Count only the lines of the records that hold "street", then give the number without any other words.

Stored items
- - -

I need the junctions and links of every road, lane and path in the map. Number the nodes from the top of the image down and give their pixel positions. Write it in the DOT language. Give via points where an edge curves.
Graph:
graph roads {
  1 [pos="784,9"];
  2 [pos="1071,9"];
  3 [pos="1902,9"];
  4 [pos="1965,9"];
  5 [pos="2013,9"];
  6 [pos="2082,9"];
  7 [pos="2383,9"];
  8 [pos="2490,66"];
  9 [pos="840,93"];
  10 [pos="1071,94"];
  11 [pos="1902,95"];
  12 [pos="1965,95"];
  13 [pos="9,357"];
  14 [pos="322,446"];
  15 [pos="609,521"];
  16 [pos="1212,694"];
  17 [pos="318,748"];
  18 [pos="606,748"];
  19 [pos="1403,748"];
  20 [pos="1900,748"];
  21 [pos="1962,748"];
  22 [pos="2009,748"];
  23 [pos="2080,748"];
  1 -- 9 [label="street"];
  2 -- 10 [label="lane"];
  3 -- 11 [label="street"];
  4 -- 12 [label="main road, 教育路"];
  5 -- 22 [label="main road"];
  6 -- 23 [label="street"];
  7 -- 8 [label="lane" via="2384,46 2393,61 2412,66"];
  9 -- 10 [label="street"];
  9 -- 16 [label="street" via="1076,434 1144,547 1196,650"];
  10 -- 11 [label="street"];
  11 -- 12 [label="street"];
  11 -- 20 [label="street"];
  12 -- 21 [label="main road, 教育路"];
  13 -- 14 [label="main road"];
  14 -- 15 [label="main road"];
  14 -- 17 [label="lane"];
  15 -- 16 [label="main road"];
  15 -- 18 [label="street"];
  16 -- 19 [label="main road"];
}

- - -

__Response box__
9